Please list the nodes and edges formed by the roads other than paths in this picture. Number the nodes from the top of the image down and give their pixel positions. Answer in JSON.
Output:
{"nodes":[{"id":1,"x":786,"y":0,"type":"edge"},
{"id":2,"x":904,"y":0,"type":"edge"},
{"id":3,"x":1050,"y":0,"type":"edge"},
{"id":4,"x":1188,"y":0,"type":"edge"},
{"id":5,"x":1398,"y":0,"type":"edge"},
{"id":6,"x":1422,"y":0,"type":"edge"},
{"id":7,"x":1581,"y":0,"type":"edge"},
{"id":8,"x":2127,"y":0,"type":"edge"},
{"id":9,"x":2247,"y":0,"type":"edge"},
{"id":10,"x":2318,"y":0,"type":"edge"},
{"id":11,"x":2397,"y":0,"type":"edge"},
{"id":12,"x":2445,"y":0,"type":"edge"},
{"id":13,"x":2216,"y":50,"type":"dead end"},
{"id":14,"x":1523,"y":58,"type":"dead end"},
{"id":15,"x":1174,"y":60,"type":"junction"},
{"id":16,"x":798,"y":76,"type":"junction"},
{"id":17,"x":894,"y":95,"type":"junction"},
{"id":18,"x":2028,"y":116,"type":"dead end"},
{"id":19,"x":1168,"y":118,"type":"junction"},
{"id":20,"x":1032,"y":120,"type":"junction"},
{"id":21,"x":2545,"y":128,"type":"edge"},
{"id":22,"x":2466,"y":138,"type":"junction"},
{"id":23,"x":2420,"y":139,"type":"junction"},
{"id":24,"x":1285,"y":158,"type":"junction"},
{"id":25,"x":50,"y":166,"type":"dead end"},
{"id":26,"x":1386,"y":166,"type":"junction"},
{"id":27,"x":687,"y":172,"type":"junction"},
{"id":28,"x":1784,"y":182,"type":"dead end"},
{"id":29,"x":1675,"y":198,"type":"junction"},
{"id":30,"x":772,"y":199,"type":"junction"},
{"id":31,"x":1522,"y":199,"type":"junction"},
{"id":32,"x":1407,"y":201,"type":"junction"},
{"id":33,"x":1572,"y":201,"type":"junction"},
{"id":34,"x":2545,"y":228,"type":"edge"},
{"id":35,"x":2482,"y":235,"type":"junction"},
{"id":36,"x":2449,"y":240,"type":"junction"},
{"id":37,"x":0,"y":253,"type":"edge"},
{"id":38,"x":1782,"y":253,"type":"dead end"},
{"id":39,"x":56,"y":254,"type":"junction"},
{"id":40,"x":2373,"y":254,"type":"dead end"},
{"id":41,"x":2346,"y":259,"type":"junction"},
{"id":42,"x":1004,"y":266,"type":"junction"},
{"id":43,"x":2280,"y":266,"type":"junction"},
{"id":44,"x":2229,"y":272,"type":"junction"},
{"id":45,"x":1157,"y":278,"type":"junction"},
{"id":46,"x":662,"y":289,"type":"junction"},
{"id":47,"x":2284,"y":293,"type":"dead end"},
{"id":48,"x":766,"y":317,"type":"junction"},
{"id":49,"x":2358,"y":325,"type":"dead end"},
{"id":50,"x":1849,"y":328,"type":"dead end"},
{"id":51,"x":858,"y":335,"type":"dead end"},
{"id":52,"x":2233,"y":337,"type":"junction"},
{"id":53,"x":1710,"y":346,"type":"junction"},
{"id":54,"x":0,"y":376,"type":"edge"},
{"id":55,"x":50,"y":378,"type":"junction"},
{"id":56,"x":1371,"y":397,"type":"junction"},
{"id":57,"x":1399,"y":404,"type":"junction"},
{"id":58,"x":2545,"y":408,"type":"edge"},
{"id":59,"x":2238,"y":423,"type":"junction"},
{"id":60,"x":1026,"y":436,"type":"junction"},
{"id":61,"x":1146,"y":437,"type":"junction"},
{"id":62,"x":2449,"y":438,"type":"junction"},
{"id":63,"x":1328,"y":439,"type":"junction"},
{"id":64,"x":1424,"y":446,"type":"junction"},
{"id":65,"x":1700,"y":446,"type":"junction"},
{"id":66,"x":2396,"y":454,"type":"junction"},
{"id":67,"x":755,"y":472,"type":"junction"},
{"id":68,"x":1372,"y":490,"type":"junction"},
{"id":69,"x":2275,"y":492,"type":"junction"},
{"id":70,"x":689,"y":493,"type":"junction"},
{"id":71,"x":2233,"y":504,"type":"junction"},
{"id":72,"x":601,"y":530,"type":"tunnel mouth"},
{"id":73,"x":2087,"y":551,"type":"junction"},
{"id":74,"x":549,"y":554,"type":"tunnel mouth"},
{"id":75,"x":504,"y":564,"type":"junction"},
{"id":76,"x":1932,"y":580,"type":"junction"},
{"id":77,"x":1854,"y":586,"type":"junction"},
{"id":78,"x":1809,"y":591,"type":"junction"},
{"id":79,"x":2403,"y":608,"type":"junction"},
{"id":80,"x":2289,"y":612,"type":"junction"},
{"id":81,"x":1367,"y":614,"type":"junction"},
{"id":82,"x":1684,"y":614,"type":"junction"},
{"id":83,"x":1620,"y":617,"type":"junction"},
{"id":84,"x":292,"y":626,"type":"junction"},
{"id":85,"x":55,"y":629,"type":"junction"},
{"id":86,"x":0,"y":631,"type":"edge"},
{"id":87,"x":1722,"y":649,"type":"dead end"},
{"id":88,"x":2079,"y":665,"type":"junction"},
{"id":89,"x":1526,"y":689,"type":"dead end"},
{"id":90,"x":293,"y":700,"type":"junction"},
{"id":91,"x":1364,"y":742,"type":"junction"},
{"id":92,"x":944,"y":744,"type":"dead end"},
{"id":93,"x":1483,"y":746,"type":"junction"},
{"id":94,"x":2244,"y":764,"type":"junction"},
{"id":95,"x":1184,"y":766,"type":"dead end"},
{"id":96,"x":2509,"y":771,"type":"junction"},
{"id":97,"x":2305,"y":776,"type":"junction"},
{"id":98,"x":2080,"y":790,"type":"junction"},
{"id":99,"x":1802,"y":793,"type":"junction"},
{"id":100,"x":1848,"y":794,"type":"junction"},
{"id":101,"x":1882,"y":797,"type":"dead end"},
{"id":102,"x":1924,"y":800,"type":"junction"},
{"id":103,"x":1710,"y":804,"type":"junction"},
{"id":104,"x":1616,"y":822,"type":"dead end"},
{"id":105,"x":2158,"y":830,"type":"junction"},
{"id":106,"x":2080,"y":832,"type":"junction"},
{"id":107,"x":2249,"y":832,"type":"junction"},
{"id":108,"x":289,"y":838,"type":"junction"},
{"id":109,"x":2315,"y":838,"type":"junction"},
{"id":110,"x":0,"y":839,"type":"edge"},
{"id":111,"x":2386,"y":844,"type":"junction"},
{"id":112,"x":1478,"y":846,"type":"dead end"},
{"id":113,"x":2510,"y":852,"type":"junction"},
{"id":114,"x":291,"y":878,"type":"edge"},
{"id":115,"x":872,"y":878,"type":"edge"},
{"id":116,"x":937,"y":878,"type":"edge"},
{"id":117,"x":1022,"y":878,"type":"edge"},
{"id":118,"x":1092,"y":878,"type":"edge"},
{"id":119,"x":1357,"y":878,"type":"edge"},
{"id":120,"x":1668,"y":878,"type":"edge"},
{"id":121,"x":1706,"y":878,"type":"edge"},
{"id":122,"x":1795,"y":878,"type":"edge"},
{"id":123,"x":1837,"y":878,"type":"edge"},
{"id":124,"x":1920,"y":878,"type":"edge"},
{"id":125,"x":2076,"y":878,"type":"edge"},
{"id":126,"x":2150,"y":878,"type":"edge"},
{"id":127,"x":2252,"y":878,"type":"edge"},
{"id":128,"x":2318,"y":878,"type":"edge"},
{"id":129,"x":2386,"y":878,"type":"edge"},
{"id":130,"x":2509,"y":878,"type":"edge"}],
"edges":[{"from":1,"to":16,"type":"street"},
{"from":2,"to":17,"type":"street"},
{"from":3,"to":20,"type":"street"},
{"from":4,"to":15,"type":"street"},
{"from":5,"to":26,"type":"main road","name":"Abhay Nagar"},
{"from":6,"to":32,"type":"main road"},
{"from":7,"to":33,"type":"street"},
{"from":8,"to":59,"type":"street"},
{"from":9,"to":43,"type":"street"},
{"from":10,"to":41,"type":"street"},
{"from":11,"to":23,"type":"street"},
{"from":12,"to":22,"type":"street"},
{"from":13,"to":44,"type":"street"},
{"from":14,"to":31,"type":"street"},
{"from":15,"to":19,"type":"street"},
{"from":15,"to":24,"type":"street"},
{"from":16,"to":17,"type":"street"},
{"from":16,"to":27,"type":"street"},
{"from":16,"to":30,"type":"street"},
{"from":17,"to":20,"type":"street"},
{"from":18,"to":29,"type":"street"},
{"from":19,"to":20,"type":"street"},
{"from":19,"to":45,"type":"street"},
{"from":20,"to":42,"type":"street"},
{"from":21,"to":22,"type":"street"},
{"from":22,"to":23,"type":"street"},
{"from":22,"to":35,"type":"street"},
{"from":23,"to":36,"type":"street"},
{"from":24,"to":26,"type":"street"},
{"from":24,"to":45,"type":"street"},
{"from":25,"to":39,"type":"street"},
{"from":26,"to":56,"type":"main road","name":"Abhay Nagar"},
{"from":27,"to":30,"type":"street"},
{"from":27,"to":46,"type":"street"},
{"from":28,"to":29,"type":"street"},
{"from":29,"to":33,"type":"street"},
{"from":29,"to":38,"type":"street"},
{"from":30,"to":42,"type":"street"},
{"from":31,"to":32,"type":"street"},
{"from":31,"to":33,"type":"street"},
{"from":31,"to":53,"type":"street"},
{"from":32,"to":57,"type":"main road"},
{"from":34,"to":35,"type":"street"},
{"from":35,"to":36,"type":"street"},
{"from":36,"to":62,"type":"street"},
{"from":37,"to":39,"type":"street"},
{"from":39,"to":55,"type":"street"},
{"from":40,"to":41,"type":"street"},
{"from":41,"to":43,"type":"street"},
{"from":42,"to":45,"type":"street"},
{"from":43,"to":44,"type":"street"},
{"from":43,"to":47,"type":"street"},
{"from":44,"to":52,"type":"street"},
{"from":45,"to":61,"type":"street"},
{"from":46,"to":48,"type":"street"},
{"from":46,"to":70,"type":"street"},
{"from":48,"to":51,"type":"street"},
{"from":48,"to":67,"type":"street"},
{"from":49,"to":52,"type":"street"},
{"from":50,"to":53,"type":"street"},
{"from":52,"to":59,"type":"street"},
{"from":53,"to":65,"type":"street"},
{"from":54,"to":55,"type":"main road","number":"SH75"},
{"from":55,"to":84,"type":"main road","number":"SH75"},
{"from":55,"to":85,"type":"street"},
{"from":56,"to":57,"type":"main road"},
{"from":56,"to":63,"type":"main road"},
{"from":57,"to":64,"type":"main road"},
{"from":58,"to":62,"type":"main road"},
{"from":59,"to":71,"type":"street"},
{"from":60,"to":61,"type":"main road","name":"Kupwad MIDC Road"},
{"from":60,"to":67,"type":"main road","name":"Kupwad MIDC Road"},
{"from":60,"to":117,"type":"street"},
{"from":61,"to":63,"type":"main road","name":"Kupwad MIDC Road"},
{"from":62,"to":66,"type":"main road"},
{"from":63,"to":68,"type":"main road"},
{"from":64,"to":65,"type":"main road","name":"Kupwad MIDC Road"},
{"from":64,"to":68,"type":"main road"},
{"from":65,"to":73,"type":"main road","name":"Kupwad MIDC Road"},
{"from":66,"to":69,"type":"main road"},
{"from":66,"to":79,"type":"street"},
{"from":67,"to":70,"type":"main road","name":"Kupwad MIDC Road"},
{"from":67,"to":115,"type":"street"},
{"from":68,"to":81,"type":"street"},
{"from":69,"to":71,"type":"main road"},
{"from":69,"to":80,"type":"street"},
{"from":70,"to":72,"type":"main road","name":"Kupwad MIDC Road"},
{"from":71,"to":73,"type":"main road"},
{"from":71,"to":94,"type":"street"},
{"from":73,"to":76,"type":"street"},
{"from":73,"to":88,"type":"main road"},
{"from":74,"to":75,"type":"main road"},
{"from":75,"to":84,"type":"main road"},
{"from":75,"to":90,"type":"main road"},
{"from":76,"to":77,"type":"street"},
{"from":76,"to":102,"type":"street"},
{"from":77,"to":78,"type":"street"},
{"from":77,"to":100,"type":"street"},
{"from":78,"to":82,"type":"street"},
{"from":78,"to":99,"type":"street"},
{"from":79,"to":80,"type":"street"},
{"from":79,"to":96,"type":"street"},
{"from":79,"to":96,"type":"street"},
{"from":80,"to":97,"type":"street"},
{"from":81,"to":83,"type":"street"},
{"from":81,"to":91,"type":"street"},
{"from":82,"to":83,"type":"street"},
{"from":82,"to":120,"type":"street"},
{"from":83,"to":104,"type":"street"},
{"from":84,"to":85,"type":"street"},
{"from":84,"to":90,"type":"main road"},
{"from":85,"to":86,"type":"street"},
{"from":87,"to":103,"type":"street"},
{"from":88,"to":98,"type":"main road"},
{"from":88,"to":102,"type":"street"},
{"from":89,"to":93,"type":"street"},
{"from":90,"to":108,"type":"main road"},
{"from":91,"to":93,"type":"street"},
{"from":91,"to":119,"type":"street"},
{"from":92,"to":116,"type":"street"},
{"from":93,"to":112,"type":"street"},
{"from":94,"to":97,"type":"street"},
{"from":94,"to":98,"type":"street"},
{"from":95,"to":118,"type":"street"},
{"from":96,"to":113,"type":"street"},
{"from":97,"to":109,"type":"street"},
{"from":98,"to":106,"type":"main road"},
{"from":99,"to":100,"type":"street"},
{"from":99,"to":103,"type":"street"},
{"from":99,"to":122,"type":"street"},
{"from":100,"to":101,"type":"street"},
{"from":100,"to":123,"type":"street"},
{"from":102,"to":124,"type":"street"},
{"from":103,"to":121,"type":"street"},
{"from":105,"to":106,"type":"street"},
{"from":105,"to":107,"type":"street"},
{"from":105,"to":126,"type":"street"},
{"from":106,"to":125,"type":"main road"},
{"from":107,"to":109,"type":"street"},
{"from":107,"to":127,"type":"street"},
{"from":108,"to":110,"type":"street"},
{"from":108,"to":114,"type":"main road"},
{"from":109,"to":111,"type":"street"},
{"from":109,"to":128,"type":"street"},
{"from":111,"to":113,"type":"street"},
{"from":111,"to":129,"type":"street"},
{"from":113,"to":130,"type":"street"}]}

##########

**ASSIGNED TASK:**
Note every line of the entries in which "Kupwad" appears, and copy it down.

**ANSWER FOR THIS EXERCISE:**
{"from":60,"to":61,"type":"main road","name":"Kupwad MIDC Road"},
{"from":60,"to":67,"type":"main road","name":"Kupwad MIDC Road"},
{"from":61,"to":63,"type":"main road","name":"Kupwad MIDC Road"},
{"from":64,"to":65,"type":"main road","name":"Kupwad MIDC Road"},
{"from":65,"to":73,"type":"main road","name":"Kupwad MIDC Road"},
{"from":67,"to":70,"type":"main road","name":"Kupwad MIDC Road"},
{"from":70,"to":72,"type":"main road","name":"Kupwad MIDC Road"},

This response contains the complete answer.